Money has come to occupy this unique place as a medium of exchange over decades, if not centuries. I doubt that a move away from cash can be fast-tracked. It is more than just a question of literacy, it is of financial literacy, regular power supply and of internet connectivity. In the foreseeable future, can we say with certainty that no e-wallet supplier will be of the dissembling type? Those of us who use credit cards will testify that one has to be hawk-eyed to prevent overcharging and to hold the banks to their promises.
Economies that use cash do so for sound economic reasons. The desire to avoid paying taxes is only one of these. Second, if changing habits to move away from cash is the objective, replenishing the cash quickly will not achieve it. As soon as the cash comes back into the system, people will revert to their old ways. Hence, in order to wean them away, the pain must be prolonged. Fifty days is not enough.

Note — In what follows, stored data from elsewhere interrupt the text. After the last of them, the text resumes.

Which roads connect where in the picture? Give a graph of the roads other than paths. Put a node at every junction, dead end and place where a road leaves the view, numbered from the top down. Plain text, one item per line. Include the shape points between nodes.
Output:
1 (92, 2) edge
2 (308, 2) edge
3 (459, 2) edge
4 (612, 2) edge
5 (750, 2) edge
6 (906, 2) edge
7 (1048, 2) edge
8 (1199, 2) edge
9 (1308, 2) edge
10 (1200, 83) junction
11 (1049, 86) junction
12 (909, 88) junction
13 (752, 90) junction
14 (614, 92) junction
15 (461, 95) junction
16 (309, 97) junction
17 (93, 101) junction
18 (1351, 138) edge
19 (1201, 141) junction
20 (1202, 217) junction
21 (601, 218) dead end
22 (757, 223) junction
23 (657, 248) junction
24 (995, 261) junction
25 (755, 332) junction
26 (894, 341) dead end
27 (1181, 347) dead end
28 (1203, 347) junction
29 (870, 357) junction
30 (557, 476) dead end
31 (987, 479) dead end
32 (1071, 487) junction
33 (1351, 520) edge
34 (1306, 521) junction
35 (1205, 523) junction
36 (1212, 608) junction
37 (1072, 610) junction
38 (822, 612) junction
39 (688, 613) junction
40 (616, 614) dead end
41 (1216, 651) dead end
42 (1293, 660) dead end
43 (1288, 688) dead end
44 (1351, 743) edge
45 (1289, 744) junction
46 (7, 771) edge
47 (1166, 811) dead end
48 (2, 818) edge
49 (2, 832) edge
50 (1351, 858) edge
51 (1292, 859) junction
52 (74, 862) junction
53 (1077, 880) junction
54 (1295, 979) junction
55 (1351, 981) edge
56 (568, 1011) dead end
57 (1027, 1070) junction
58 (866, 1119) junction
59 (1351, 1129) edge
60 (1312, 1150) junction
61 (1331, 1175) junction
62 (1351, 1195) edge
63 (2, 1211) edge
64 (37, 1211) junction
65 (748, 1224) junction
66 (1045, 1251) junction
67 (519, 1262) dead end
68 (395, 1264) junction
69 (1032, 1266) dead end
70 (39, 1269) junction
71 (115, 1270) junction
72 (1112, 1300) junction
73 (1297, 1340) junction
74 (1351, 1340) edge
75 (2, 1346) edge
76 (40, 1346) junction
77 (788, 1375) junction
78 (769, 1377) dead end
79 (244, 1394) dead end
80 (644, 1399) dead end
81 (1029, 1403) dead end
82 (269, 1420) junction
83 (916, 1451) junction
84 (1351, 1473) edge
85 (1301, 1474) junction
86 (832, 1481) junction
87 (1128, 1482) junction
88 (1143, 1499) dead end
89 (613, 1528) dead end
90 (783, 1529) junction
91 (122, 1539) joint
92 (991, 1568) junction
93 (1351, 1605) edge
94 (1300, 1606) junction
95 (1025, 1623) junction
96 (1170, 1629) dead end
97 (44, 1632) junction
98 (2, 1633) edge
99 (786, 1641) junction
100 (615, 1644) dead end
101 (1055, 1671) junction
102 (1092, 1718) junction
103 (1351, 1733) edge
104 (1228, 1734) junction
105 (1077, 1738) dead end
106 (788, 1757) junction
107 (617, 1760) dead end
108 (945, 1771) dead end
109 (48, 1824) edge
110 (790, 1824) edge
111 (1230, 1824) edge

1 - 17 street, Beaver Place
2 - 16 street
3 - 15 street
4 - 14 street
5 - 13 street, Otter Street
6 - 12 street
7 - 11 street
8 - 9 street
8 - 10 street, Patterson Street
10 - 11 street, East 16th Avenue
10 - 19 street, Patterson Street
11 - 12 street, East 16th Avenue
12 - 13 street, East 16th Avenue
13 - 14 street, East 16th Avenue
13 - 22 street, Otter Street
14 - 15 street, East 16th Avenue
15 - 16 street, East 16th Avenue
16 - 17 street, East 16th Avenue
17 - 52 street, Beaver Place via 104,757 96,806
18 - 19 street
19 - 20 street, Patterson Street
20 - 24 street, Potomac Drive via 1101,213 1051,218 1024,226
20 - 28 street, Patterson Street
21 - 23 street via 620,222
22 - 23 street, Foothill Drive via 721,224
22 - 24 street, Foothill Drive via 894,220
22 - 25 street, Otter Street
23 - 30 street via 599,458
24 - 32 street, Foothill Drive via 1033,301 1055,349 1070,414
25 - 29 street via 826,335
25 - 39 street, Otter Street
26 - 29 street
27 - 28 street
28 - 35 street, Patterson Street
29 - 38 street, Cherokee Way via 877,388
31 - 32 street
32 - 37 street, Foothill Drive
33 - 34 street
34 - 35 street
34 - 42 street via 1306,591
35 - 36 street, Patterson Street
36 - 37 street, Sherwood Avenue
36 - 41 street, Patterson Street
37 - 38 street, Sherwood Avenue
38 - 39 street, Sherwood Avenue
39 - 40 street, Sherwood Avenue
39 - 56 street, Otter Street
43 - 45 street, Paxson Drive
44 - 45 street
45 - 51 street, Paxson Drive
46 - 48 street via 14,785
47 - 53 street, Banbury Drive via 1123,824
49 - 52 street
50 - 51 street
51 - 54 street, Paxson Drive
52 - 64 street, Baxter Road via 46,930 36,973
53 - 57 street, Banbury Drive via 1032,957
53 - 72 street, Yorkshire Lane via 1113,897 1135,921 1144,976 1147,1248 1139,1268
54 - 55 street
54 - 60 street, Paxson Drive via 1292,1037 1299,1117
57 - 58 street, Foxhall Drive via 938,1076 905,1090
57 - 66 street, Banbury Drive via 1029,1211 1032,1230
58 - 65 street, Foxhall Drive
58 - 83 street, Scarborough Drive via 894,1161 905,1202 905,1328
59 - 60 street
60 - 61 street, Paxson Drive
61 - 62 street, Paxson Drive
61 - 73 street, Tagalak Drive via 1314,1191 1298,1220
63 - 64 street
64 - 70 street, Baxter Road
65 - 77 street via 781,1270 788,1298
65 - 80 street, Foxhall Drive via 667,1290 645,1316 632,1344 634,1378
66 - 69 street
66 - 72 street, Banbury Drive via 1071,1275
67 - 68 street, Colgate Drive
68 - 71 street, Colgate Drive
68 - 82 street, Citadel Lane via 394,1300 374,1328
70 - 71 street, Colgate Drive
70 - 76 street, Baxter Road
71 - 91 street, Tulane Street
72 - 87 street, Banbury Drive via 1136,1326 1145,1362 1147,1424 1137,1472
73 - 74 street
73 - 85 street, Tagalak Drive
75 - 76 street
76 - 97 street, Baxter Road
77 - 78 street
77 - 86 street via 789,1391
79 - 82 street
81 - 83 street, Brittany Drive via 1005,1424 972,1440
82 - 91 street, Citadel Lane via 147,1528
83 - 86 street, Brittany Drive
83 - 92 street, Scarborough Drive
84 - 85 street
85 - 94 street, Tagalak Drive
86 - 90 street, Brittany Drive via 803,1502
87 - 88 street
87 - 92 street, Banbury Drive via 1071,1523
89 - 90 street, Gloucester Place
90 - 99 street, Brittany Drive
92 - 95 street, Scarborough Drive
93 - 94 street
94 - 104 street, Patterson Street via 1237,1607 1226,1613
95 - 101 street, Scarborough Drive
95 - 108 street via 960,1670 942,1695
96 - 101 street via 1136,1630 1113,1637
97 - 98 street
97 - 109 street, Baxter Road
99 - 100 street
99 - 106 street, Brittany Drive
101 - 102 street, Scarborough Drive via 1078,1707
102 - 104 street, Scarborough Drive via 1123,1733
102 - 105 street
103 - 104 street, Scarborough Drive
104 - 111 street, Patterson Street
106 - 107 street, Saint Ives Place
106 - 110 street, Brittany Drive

Finally, the timing of the move. There has been agrarian distress in a large part of the country with the rains playing a truant in the last three years. The kharif crop in 2016 was a normal one. India’s economy is cash-based and the rural sector almost completely so. In rural India, there are very few bank branches and almost no ATMs and cards are used.
Hence the bulk of India’s rural poor receive their income in cash, agriculture output sales are in cash, as is the purchase of seeds. The demonetisation announcement was made between the two major crops seasons and caused a substantial disruption – the farmers could not sell their harvested crop and hence could not buy seeds for sowing the next one.
Even if one ignores the discussion so far, there is a general point to bear in mind in thinking about such a move – there is, no doubt, widespread tax evasion by petty shopkeepers, small and medium enterprises. If these entities were to be brought under the tax net, the level of activity in these sectors would contract. The immediate and medium-term economic implication of the move would be to cripple these sectors that transact only in money.
The problem is that these sectors are big generators of employment outside agriculture. Thus, ensuring tax-compliance could hit employment in a big way. A call has to taken about the timing of this move. When the government is struggling to provide even a fraction of the required new jobs, maybe one should hold one’s horses on this issue.
Hence, why was this exercise undertaken at all? The surprise can only be justified by drawing attention to the fact that Indian elections tend to be cash-based and there were a few important elections around the corner. A demonetisation move would cripple the opposition parties. Thus the mayhem was probably inflicted on the country for very narrow political ends.